Of course, Nat must return to his own time in the end. The lessons learned are about finding one’s place, making the most of what one is given, and learning to grieve without judgment or resentment. Nat has some very realistic trouble adjusting to all of the things that happen to him, both in the course of the unfolding story and in the backstory. Cooper offers us his tender feelings with compassion and without sentimentality; children are not idealized, but are treated with respect. Nat is a troubled hero with whom the reader empathizes.

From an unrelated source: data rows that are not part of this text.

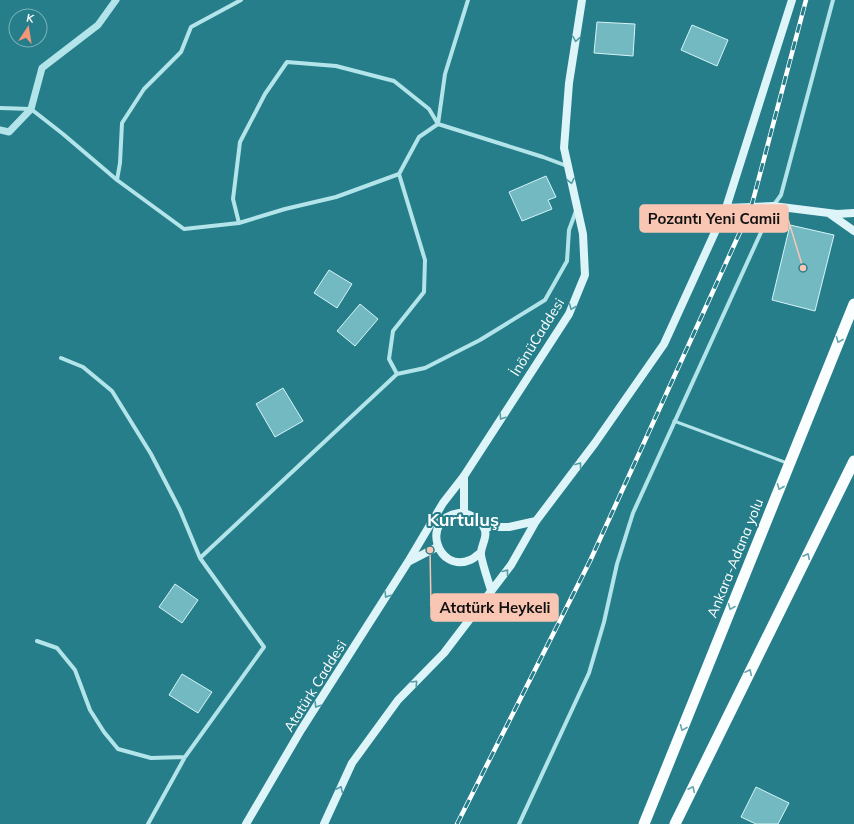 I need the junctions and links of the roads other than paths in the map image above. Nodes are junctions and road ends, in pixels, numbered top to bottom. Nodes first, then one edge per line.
1 (116, 0) edge
2 (241, 0) edge
3 (468, 0) edge
4 (582, 0) edge
5 (792, 0) edge
6 (834, 0) edge
7 (0, 108) edge
8 (31, 110) junction
9 (438, 124) junction
10 (0, 130) edge
11 (568, 167) junction
12 (399, 174) junction
13 (117, 180) junction
14 (773, 206) junction
15 (726, 208) junction
16 (577, 209) junction
17 (828, 212) junction
18 (854, 214) edge
19 (239, 223) junction
20 (854, 231) edge
21 (854, 304) edge
22 (61, 358) dead end
23 (397, 374) junction
24 (674, 422) junction
25 (854, 461) edge
26 (789, 464) junction
27 (464, 476) junction
28 (464, 513) junction
29 (536, 522) junction
30 (484, 527) junction
31 (437, 547) junction
32 (480, 553) junction
33 (200, 558) junction
34 (408, 562) junction
35 (491, 590) junction
36 (37, 641) dead end
37 (186, 757) junction
38 (148, 824) edge
39 (246, 824) edge
40 (324, 824) edge
41 (519, 824) edge
42 (644, 824) edge
43 (675, 824) edge

1 - 8 street
2 - 13 street
3 - 9 street
4 -> 11 main road, İnönüCaddesi
5 - 15 main road
6 - 14 street
7 - 8 street
8 - 10 street
8 - 13 street
9 - 11 street
9 - 12 street
9 - 19 street
11 -> 16 main road, İnönüCaddesi
12 - 19 street
12 - 23 street
13 - 19 street
14 - 15 main road
14 - 17 main road
14 - 24 street
29 -> 15 main road
16 - 23 street
16 -> 27 main road, İnönüCaddesi
17 - 18 main road
17 - 20 main road
21 -> 26 highway, Ankara-Adana yolu
22 - 33 street
23 - 33 street
24 - 26 lane
24 - 41 street
43 -> 25 highway
26 -> 42 highway, Ankara-Adana yolu
27 - 28 main road
27 - 34 main road, İnönüCaddesi
28 - 30 main road
28 - 31 main road
29 - 30 main road
35 -> 29 main road
30 - 32 main road
31 - 32 main road
31 - 34 main road
32 - 35 main road
33 - 37 street
34 -> 39 main road, Atatürk Caddesi
40 -> 35 main road
36 - 37 street
37 - 38 street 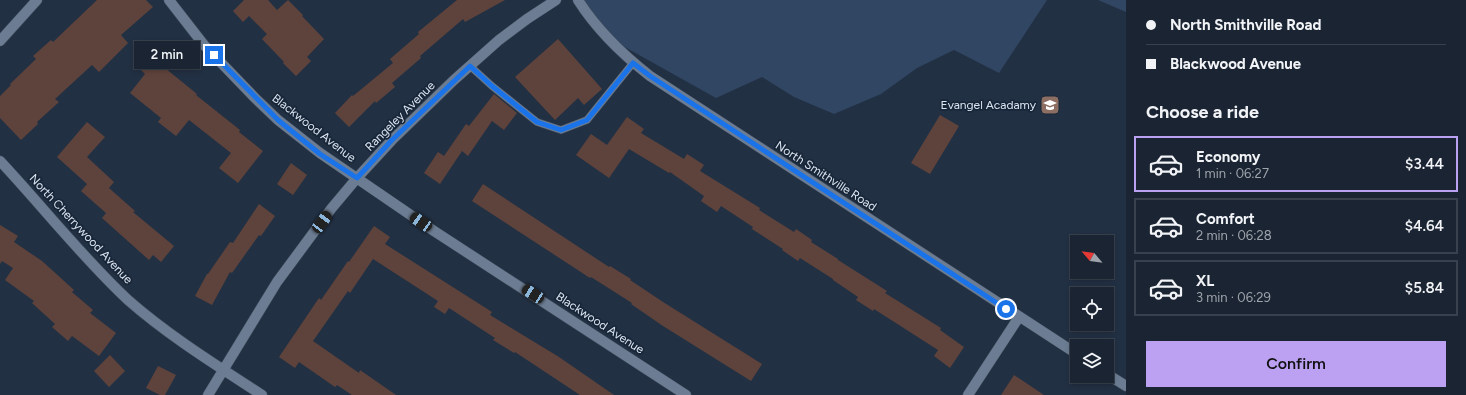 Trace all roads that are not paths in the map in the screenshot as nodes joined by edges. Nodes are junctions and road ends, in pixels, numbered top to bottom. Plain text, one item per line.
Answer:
1 (37, 0) edge
2 (169, 0) edge
3 (556, 0) edge
4 (578, 0) edge
5 (0, 41) edge
6 (633, 63) junction
7 (470, 66) junction
8 (0, 161) edge
9 (357, 178) junction
10 (1019, 317) junction
11 (1070, 350) edge
12 (222, 370) junction
13 (1114, 378) edge
14 (1126, 386) edge
15 (208, 395) edge
16 (262, 395) edge
17 (686, 395) edge
18 (968, 395) edge

1 - 5 street
2 - 9 street, Blackwood Avenue
3 - 7 street, Rangeley Avenue
4 - 6 street, North Smithville Road
6 - 7 lane
6 - 10 street, North Smithville Road
7 - 9 street, Rangeley Avenue
8 - 12 street, North Cherrywood Avenue
9 - 12 street, Rangeley Avenue
9 - 17 street, Blackwood Avenue
10 - 11 street, North Smithville Road
10 - 18 street
12 - 15 street, Rangeley Avenue
12 - 16 street, North Cherrywood Avenue
13 - 14 street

The only bits that might be confusing concern the technical jargon of theater, especially where it applies to the original Globe. Young readers who aren’t familiar with names such as Burbage, Marlowe, Essex and Cecil might find themselves as lost in history as Nat initially was. Nonetheless, the life of the theater is described in such a lively way that I wouldn’t be surprised if readers’ minds are opened to learning more. Nat’s healing and coming into his own are reasons enough to read Cooper’s delightful book. If her book encourages anyone to learn more about Shakespeare or the theater, even better.

Meet the Robinsons, 2007

June 1st, 2009

Meet the Robinsons

2007

Rated G

Directed by Stephen Anderson

 

 

I was first introduced to this film through the Rob Thomas song, “Little Wonders,” which was on the soundtrack.  The song is a poignant tribute to the small things that make up a good life, the “little wonders” that take place in the “small hours.”  The things that make up a family and the memories that form it. 

 

This movie is about family, but it’s also about taking responsibility for your life.  The two themes are connected; it’s only when you are true to your gifts and take responsibility for your failures that you even become capable of cherishing those little wonders and small hours. 

 

The film begins with a flashback 12 years, to when a furtive, cloaked woman leaves a baby on the doorstep of an orphanage.  Twelve years later, that baby, named Lewis, is on his 124th adoption interview, but none of his prospective parents have understood his passion for science and inventing.  He complains about his apparent unwantedness—even his mother didn’t want him—to the orphanage director, who gently reminds him that perhaps his mother couldn’t take care of him, not that she didn’t want him.

 

Fueled by that thought, he attempts to invent a brain-scanner, so that he can scan his own infant memories and get the information he needs to find his mother.  This desire motivates him throughout the film, as he learns about the bonds of love that make a family.

 

He gets a visitor from a young man from the future, who claims to be a time cop, but is in fact his future son, Wilbur.  The rest of the film has Lewis and Wilbur trying to repair a mistake that Wilbur made, while avoiding a cartoonish enemy, the man in the bowler hat.  They zip back and forth in time machines, present to future to past to present, encountering the memorable Robinson family and a few other interesting people.

 

The film is an interesting and brightly colored combination of You Can’t Take It With You and Back to the Future.  Some reviewers have claimed that the back-and-forth of the time travel is hard to follow, but most kids don’t find it so.  The villain isn’t scary so much as a nuisance, but provides comedic relief in several places. 

 

Lewis is able to let go of his desire to illuminate the past, to find his mother; a struggle that mirrors director Stephen Anderson’s experience as an adoptee who has not felt a desire to search for his birthparents.  It’s possible that some adoptees will not relate to how easily Lewis is able to turn his back on his past in order to “keep moving forward,” as the film’s motto suggests, but as an adoptive parent, I was gratified by Lewis’ realization that in the love of his new family, he has everything he needs.

 

The pay-off of the film, of course, is watching young Lewis find his place in a family as unique as he is.  No matter how many times we see it, there’s something deeply satisfying about watching the misfit find where he belongs.  Since we all feel that way sometimes, it gives us hope that we will find and claim our own rightful place.